Change Up Your Routine
Many of our daily routines put us right in front of things we can buy, like grabbing a latte on the way to work. Going cold turkey on this habit for a week is harder than it seems. With this in mind, Ramhold recommends revamping your routine before accepting a no-spend challenge.
If you’re used to grabbing coffee on the way back from your walk, take a different route around a park or walk around a neighborhood where there are no stores to stop and shop at. You also might find yourself adjusting your wakeup or bedtime to brew coffee from home during a no-spend week.
Making these adjustments to your routine is beneficial to both a no-spend challenge and your lifestyle once the challenge ends.
“By adjusting your routine now,” Ramhold said, “when the challenge rolls around, you’ll theoretically have more time to devote to cooking for yourself, making your own coffee and avoiding other conveniences that cost you money.”
Plan for Fun Things To Do With Kids
Those with children need game plans to ensure they don’t wind up accidentally spending money.
Luckily, Enright said, with a little online research, you can plan ahead for plenty of fun, free activities for kids. Get started with a few of Enright’s suggestions:
- Make a list of nearby parks or trails you could visit and explore together.
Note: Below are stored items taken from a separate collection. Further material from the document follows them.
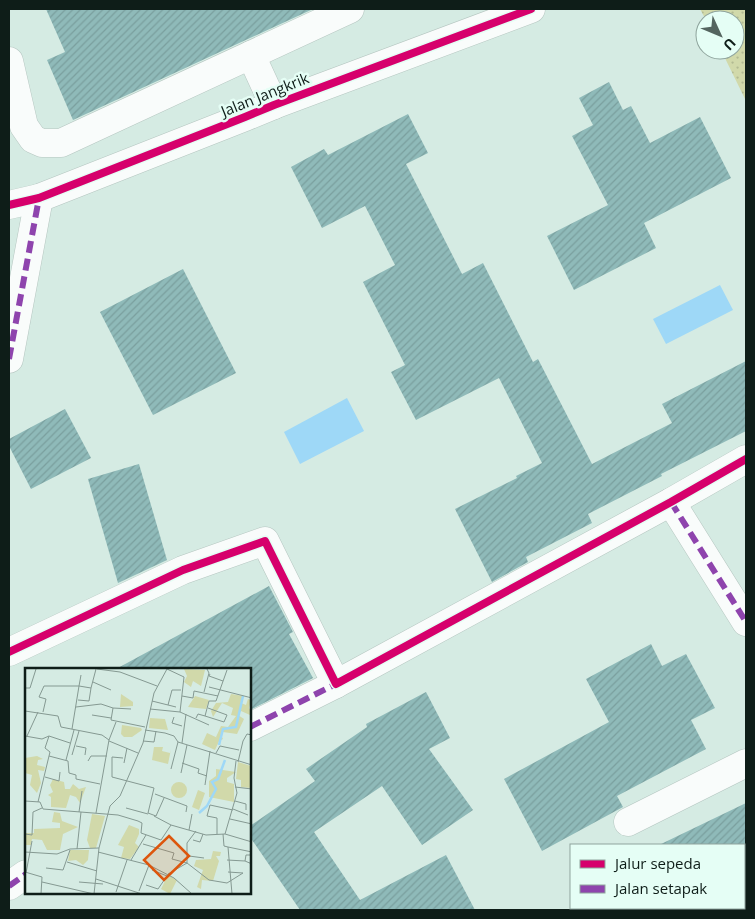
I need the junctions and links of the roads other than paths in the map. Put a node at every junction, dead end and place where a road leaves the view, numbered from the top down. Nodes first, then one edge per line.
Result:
1 (350, 9) edge
2 (531, 9) edge
3 (251, 54) junction
4 (9, 61) edge
5 (274, 105) junction
6 (39, 198) junction
7 (9, 205) edge
8 (9, 359) edge
9 (746, 459) edge
10 (671, 502) junction
11 (746, 622) edge
12 (9, 652) edge
13 (336, 684) junction
14 (251, 726) edge
15 (746, 763) edge
16 (628, 822) dead end
17 (25, 875) edge
18 (9, 886) edge

1 - 3 street
2 - 5 street, Jalan Jangkrik
3 - 4 street
3 - 5 street
5 - 6 street, Jalan Jangkrik
6 - 7 street, Jalan Jangkrik
6 - 8 street
9 - 10 street
10 - 11 street
10 - 13 street
12 - 13 street
13 - 14 street
15 - 16 street
17 - 18 street

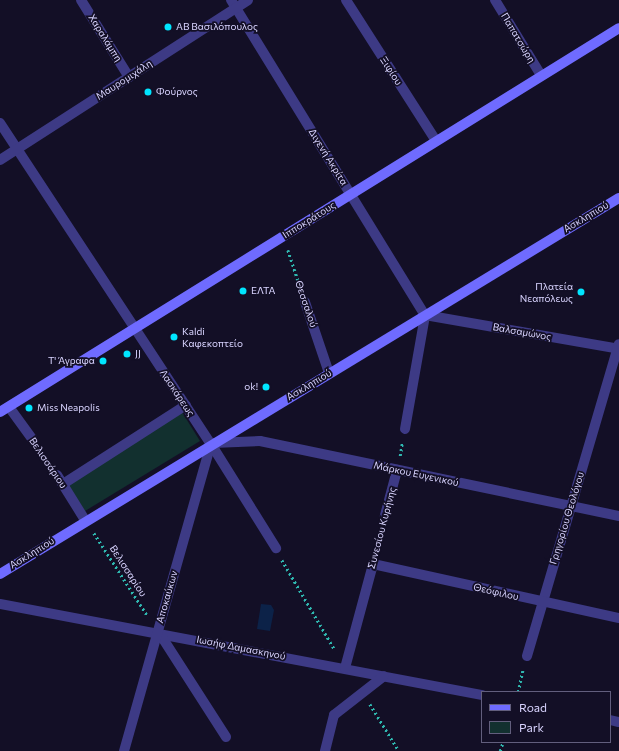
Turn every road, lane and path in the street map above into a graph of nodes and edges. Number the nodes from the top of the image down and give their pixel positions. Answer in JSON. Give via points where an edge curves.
{"nodes":[{"id":1,"x":81,"y":0,"type":"edge"},
{"id":2,"x":248,"y":0,"type":"edge"},
{"id":3,"x":346,"y":0,"type":"edge"},
{"id":4,"x":495,"y":0,"type":"edge"},
{"id":5,"x":234,"y":4,"type":"edge"},
{"id":6,"x":619,"y":28,"type":"edge"},
{"id":7,"x":541,"y":75,"type":"junction"},
{"id":8,"x":129,"y":77,"type":"junction"},
{"id":9,"x":0,"y":123,"type":"edge"},
{"id":10,"x":436,"y":141,"type":"junction"},
{"id":11,"x":17,"y":148,"type":"junction"},
{"id":12,"x":0,"y":160,"type":"edge"},
{"id":13,"x":350,"y":194,"type":"junction"},
{"id":14,"x":619,"y":198,"type":"edge"},
{"id":15,"x":283,"y":236,"type":"junction"},
{"id":16,"x":305,"y":302,"type":"joint"},
{"id":17,"x":424,"y":315,"type":"junction"},
{"id":18,"x":134,"y":329,"type":"junction"},
{"id":19,"x":619,"y":347,"type":"edge"},
{"id":20,"x":329,"y":373,"type":"junction"},
{"id":21,"x":186,"y":405,"type":"junction"},
{"id":22,"x":4,"y":410,"type":"edge"},
{"id":23,"x":405,"y":430,"type":"joint"},
{"id":24,"x":32,"y":439,"type":"joint"},
{"id":25,"x":211,"y":444,"type":"junction"},
{"id":26,"x":397,"y":470,"type":"junction"},
{"id":27,"x":58,"y":475,"type":"joint"},
{"id":28,"x":63,"y":484,"type":"junction"},
{"id":29,"x":571,"y":506,"type":"junction"},
{"id":30,"x":619,"y":516,"type":"edge"},
{"id":31,"x":384,"y":519,"type":"joint"},
{"id":32,"x":85,"y":520,"type":"junction"},
{"id":33,"x":276,"y":548,"type":"joint"},
{"id":34,"x":373,"y":564,"type":"junction"},
{"id":35,"x":0,"y":574,"type":"edge"},
{"id":36,"x":542,"y":602,"type":"junction"},
{"id":37,"x":0,"y":604,"type":"edge"},
{"id":38,"x":619,"y":618,"type":"edge"},
{"id":39,"x":158,"y":632,"type":"junction"},
{"id":40,"x":527,"y":656,"type":"joint"},
{"id":41,"x":345,"y":668,"type":"junction"},
{"id":42,"x":384,"y":676,"type":"junction"},
{"id":43,"x":362,"y":690,"type":"junction"},
{"id":44,"x":518,"y":691,"type":"edge"},
{"id":45,"x":481,"y":695,"type":"edge"},
{"id":46,"x":226,"y":737,"type":"dead end"},
{"id":47,"x":124,"y":751,"type":"edge"},
{"id":48,"x":325,"y":751,"type":"edge"},
{"id":49,"x":399,"y":751,"type":"edge"}],
"edges":[{"from":1,"to":8,"type":"street","name":"Χαραλάμπη"},
{"from":2,"to":5,"type":"street","name":"Μαυρομιχάλη"},
{"from":3,"to":10,"type":"street","name":"Ξιφίου"},
{"from":4,"to":7,"type":"street","name":"Παπατσώρη"},
{"from":5,"to":8,"type":"street","name":"Μαυρομιχάλη"},
{"from":5,"to":13,"type":"street","name":"Διγενή Ακρίτα"},
{"from":6,"to":7,"type":"street","name":"Ιπποκράτους"},
{"from":7,"to":10,"type":"street","name":"Ιπποκράτους"},
{"from":8,"to":11,"type":"street","name":"Μαυρομιχάλη"},
{"from":9,"to":11,"type":"street","name":"Λασκάρεως"},
{"from":10,"to":13,"type":"street","name":"Ιπποκράτους"},
{"from":11,"to":12,"type":"street","name":"Μαυρομιχάλη"},
{"from":11,"to":18,"type":"street","name":"Λασκάρεως"},
{"from":13,"to":15,"type":"street","name":"Ιπποκράτους"},
{"from":13,"to":17,"type":"street","name":"Διγενή Ακρίτα"},
{"from":14,"to":17,"type":"street","name":"Ασκληπιού"},
{"from":15,"to":16,"type":"path","name":"Θεσσαλού"},
{"from":15,"to":18,"type":"street","name":"Ιπποκράτους"},
{"from":16,"to":20,"type":"street","name":"Θεσσαλού"},
{"from":17,"to":19,"type":"street","name":"Βαλσαμώνος"},
{"from":17,"to":20,"type":"street","name":"Ασκληπιού"},
{"from":17,"to":23,"type":"street"},
{"from":18,"to":21,"type":"street","name":"Λασκάρεως"},
{"from":18,"to":22,"type":"street","name":"Ιπποκράτους"},
{"from":19,"to":29,"type":"street","name":"Γρηγορίου Θεολόγου"},
{"from":20,"to":25,"type":"street","name":"Ασκληπιού"},
{"from":21,"to":25,"type":"street","name":"Λασκάρεως"},
{"from":21,"to":28,"type":"street"},
{"from":22,"to":24,"type":"street","name":"Βελισσάριου"},
{"from":23,"to":26,"type":"path"},
{"from":24,"to":27,"type":"path","name":"Βελισσάριου"},
{"from":25,"to":26,"type":"street","name":"Μάρκου Ευγενικού","via":[[260,441]]},
{"from":25,"to":32,"type":"street","name":"Ασκληπιού"},
{"from":25,"to":33,"type":"street","name":"Λασκάρεως"},
{"from":25,"to":39,"type":"street","name":"Αποκαύκων"},
{"from":26,"to":29,"type":"street","name":"Μάρκου Ευγενικού"},
{"from":26,"to":31,"type":"street","name":"Συνεσίου Κυρήνης"},
{"from":27,"to":28,"type":"street","name":"Βελισσάριου"},
{"from":28,"to":32,"type":"street","name":"Βελισσάριου"},
{"from":29,"to":30,"type":"street","name":"Μάρκου Ευγενικού"},
{"from":29,"to":36,"type":"street","name":"Γρηγορίου Θεολόγου"},
{"from":31,"to":34,"type":"path","name":"Συνεσίου Κυρήνης"},
{"from":32,"to":35,"type":"street","name":"Ασκληπιού"},
{"from":32,"to":39,"type":"path","name":"Βελισσαρίου"},
{"from":33,"to":41,"type":"path"},
{"from":34,"to":36,"type":"street","name":"Θεόφιλου"},
{"from":34,"to":41,"type":"street","name":"Συνεσίου Κυρήνης"},
{"from":36,"to":38,"type":"street","name":"Θεόφιλου"},
{"from":36,"to":40,"type":"street","name":"Γρηγορίου Θεολόγου"},
{"from":37,"to":39,"type":"street","name":"Ιωσήφ Δαμασκηνού"},
{"from":39,"to":41,"type":"street","name":"Ιωσήφ Δαμασκηνού"},
{"from":39,"to":46,"type":"street"},
{"from":39,"to":47,"type":"street","name":"Αποκαύκων"},
{"from":40,"to":44,"type":"path"},
{"from":41,"to":42,"type":"street","name":"Ιωσήφ Δαμασκηνού"},
{"from":42,"to":43,"type":"street"},
{"from":42,"to":45,"type":"street","name":"Ιωσήφ Δαμασκηνού"},
{"from":43,"to":48,"type":"street","via":[[334,715]]},
{"from":43,"to":49,"type":"path"}]}
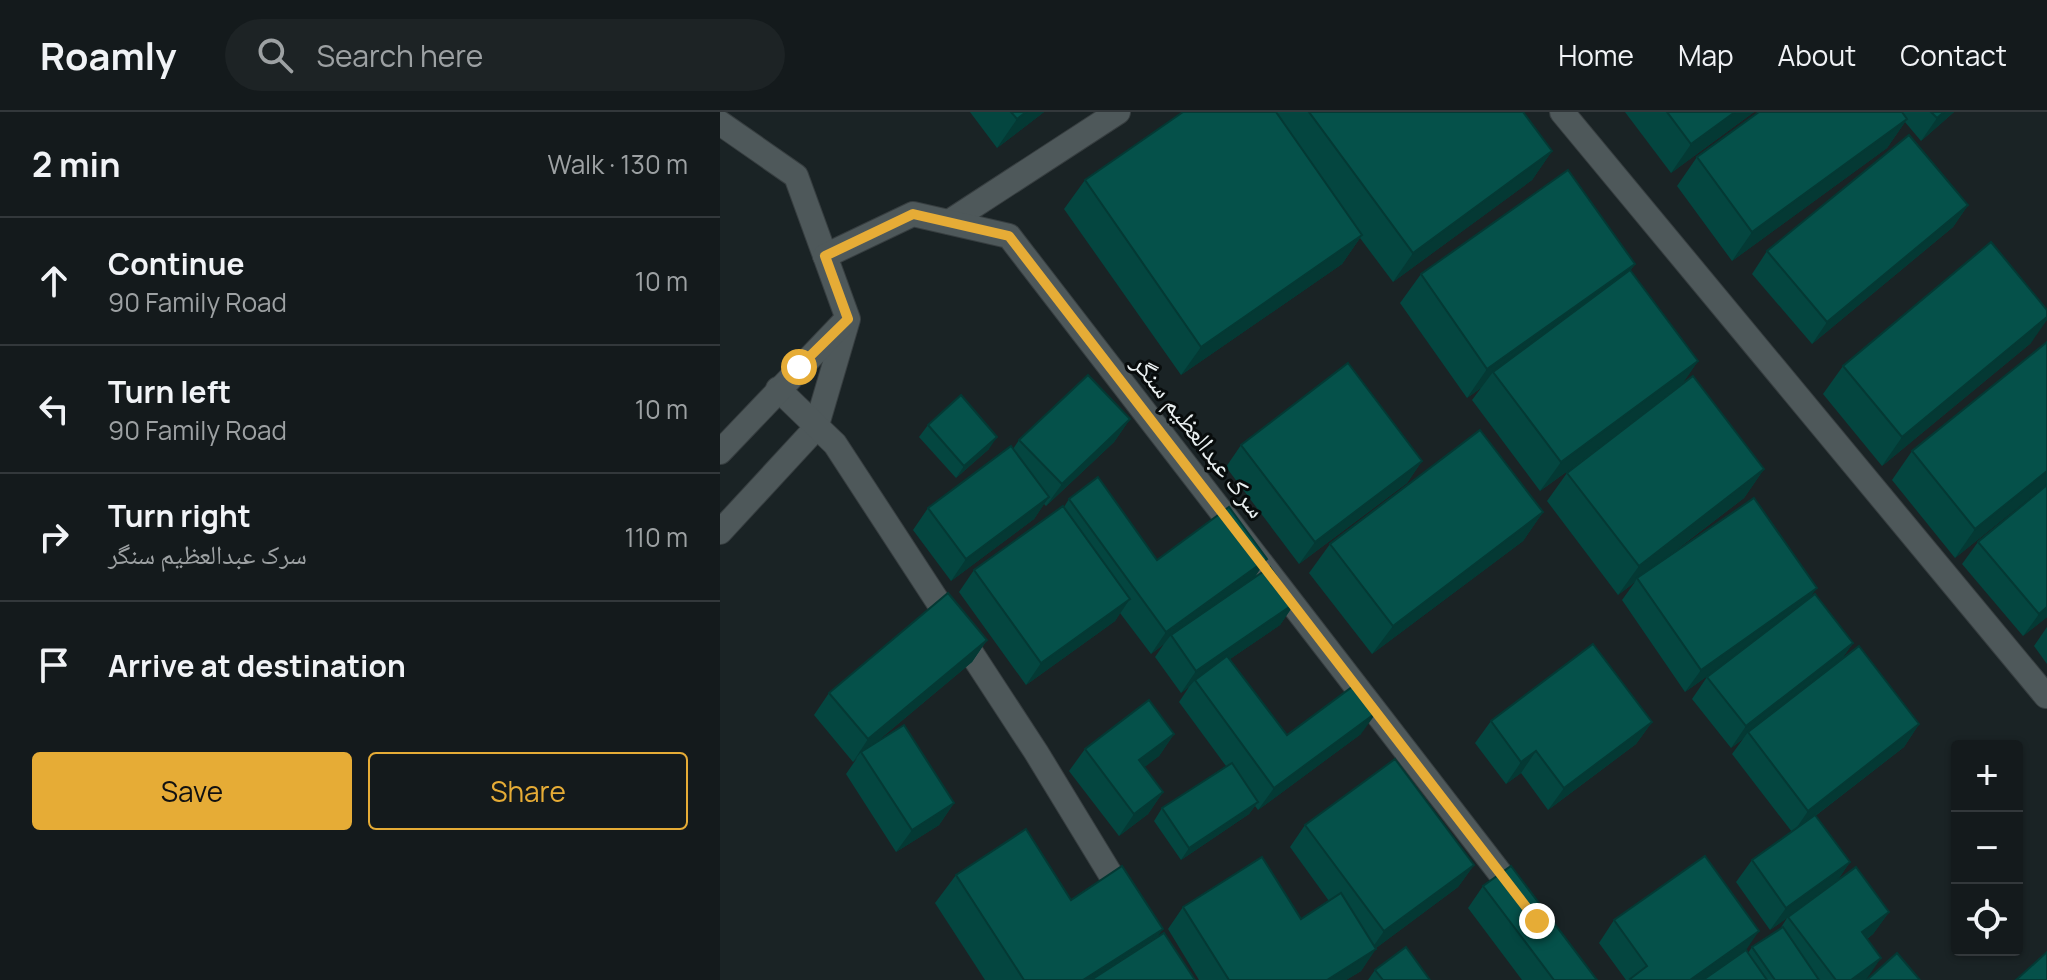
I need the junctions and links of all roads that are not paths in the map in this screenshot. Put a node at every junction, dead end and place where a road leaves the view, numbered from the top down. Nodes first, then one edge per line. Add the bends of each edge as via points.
1 (1118, 112) edge
2 (1562, 112) edge
3 (720, 123) edge
4 (949, 222) junction
5 (825, 256) junction
6 (848, 319) junction
7 (778, 389) junction
8 (816, 428) junction
9 (720, 452) edge
10 (720, 532) edge
11 (2046, 696) edge
12 (1537, 921) edge
13 (1142, 926) edge

1 - 4 street
2 - 11 street
3 - 5 street via 796,176
4 - 5 street, سرک عبدالعظیم سنگر via 913,214
4 - 12 street, سرک عبدالعظیم سنگر via 1009,236
5 - 6 street
6 - 7 street
6 - 8 street
7 - 8 street
7 - 9 street
8 - 10 street
8 - 13 street via 835,444 1036,752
- Get out board games and books for game night and reading before bedtime.
- Let kids channel their inner chefs by baking cookies or bread.
Host a Potluck Party
Do you already miss happy hours and dinners or brunches out with friends? Bring the fun to your home. Tucker recommends hosting a potluck party where you dine on and drink what you have in your home and get creative with your potluck theme. This saves everyone money.
Find an Accountability Partner
In the event you feel persuaded to spend money, having an accountability partner can ensure you don’t break your promise to the challenge.
Tucker recommends finding an accountability partner and creating some rules with them. You may tell your partner, friend or a family member about the no-spend challenge. Make sure they know you cannot spend any money without talking to them about it first.
“This barrier to spending will likely create just enough space between the urge and the purchase that you will question the decision yourself,” Tucker said. “As a backup, your accountability partner will question it for you.”
Be Prepared for an Emergency Expense
You may be participating in a no-spend challenge, but life won’t halt for it. If a true medical emergency or other household emergency comes up, Enright said to take care of it.
“This doesn’t mean the no-spend week was a failure,” said Enright, who recommends continuing to adhere to all other no-spend practices.
Share the Journey on Social Media
Sharing the story of your no-spend week on social media platforms, Tucker said, can further help hold you accountable for not spending any money. Plus, friends and family will naturally want to cheer you on until you cross the finish line with $0 spent for the entire week.